When copying the listing below, skip every picture and repeat exactly the lines from the first one through the line that contains "thumb mcp: (249, 239)".

╔══

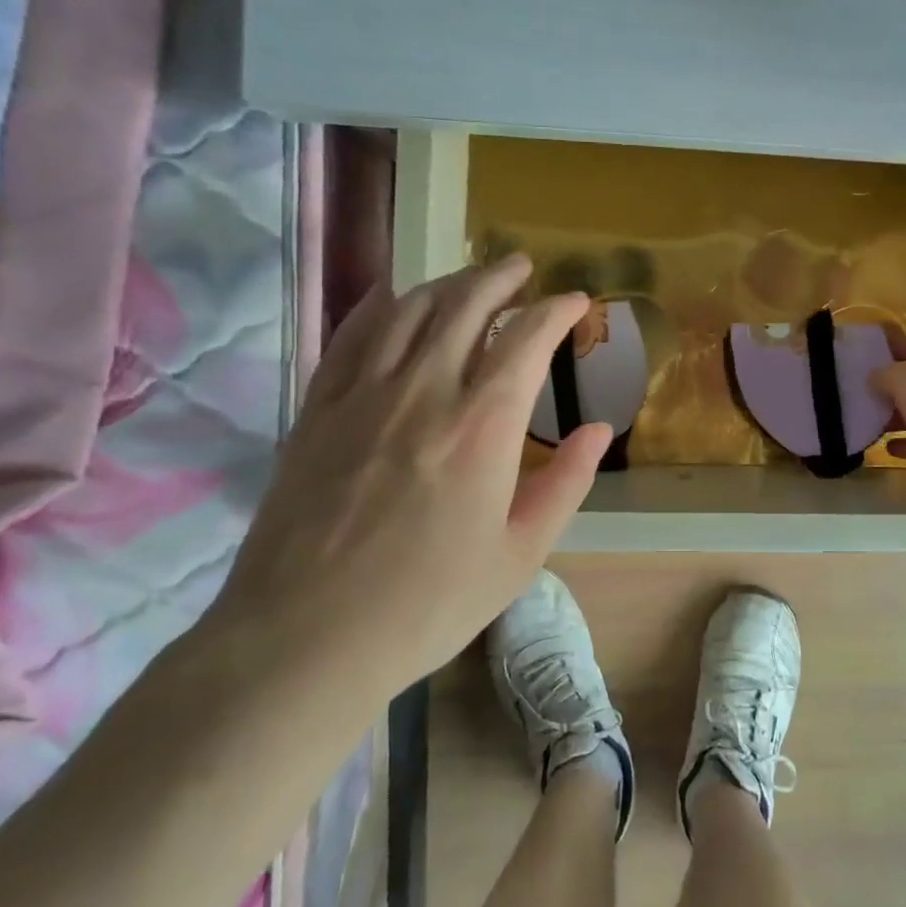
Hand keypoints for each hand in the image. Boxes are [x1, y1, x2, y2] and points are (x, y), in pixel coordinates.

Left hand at [209, 256, 610, 699]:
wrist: (306, 638)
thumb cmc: (428, 603)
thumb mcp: (520, 554)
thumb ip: (565, 483)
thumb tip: (599, 429)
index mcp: (483, 427)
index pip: (526, 339)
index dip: (556, 310)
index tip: (574, 301)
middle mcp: (425, 391)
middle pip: (465, 306)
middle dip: (500, 278)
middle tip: (521, 268)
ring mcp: (364, 395)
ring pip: (409, 310)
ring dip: (446, 283)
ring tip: (468, 279)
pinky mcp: (318, 410)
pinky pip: (351, 336)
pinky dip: (378, 305)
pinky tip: (391, 295)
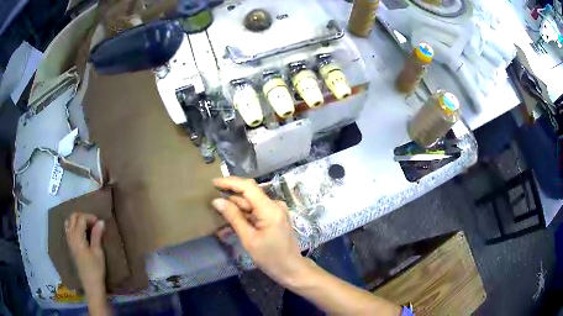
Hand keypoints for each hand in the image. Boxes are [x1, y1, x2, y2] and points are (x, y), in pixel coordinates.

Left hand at [65, 212, 105, 295]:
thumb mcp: (98, 252)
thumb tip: (100, 221)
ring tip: (87, 226)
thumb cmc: (96, 269)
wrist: (91, 284)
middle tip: (93, 223)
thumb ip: (97, 235)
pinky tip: (82, 233)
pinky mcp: (70, 246)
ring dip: (77, 220)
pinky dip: (74, 226)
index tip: (99, 223)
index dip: (90, 217)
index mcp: (77, 237)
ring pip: (69, 222)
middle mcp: (71, 236)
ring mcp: (69, 241)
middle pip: (72, 217)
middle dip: (82, 216)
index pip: (81, 218)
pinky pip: (68, 229)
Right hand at [212, 177, 308, 285]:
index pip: (248, 187)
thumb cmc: (271, 258)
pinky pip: (255, 212)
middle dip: (230, 196)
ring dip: (234, 208)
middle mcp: (274, 205)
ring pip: (250, 204)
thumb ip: (233, 217)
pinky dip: (242, 216)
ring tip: (216, 212)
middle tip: (211, 198)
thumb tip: (217, 201)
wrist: (291, 270)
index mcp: (270, 208)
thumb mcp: (249, 239)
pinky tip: (228, 223)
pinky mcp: (273, 218)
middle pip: (249, 195)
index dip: (230, 182)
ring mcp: (274, 212)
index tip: (213, 182)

╚══

Output of the task:
Hand keypoints for each hand in the image. Boxes are [x1, y1, x2, y2] and points are (x, y), in pixel coordinates.

Left hand at [209, 256, 610, 699]:
wrist: (306, 638)
thumb cmc: (428, 603)
thumb mcp: (520, 554)
thumb ip: (565, 483)
thumb tip: (599, 429)
index mcp: (483, 427)
index pip: (526, 339)
index dip: (556, 310)
index tip: (574, 301)
middle mcp: (425, 391)
middle pip: (465, 306)
middle dip: (500, 278)
middle tip: (521, 268)
ring mcp: (364, 395)
ring pip: (409, 310)
ring dip: (446, 283)
ring tip: (468, 279)
pinky mcp: (318, 410)
pinky pip: (351, 336)
pinky dip: (378, 305)
pinky tip: (391, 295)
Hand keypoints for each hand in the image. Boxes are [x1, y1, x2, y2] and points are (x, y), in pixel coordinates.

Left hand at [65, 212, 105, 295]:
thumb mcp: (98, 252)
thumb tip: (100, 221)
ring tip: (87, 226)
thumb cmc: (96, 269)
wrist: (91, 284)
middle tip: (93, 223)
thumb ip: (97, 235)
pinky tip: (82, 233)
pinky mcp: (70, 246)
ring dip: (77, 220)
pinky dip: (74, 226)
index tip: (99, 223)
index dip: (90, 217)
index mcp: (77, 237)
ring pip: (69, 222)
middle mcp: (71, 236)
ring mcp: (69, 241)
middle pip: (72, 217)
middle dip: (82, 216)
index pip: (81, 218)
pinky pip: (68, 229)
Right hand at [212, 177, 308, 285]:
index pip: (248, 187)
thumb cmc: (271, 258)
pinky pip: (255, 212)
middle dip: (230, 196)
ring dip: (234, 208)
middle mcp: (274, 205)
ring pip: (250, 204)
thumb ip: (233, 217)
pinky dip: (242, 216)
ring tip: (216, 212)
middle tip: (211, 198)
thumb tip: (217, 201)
wrist: (291, 270)
index mcp: (270, 208)
thumb mcp: (249, 239)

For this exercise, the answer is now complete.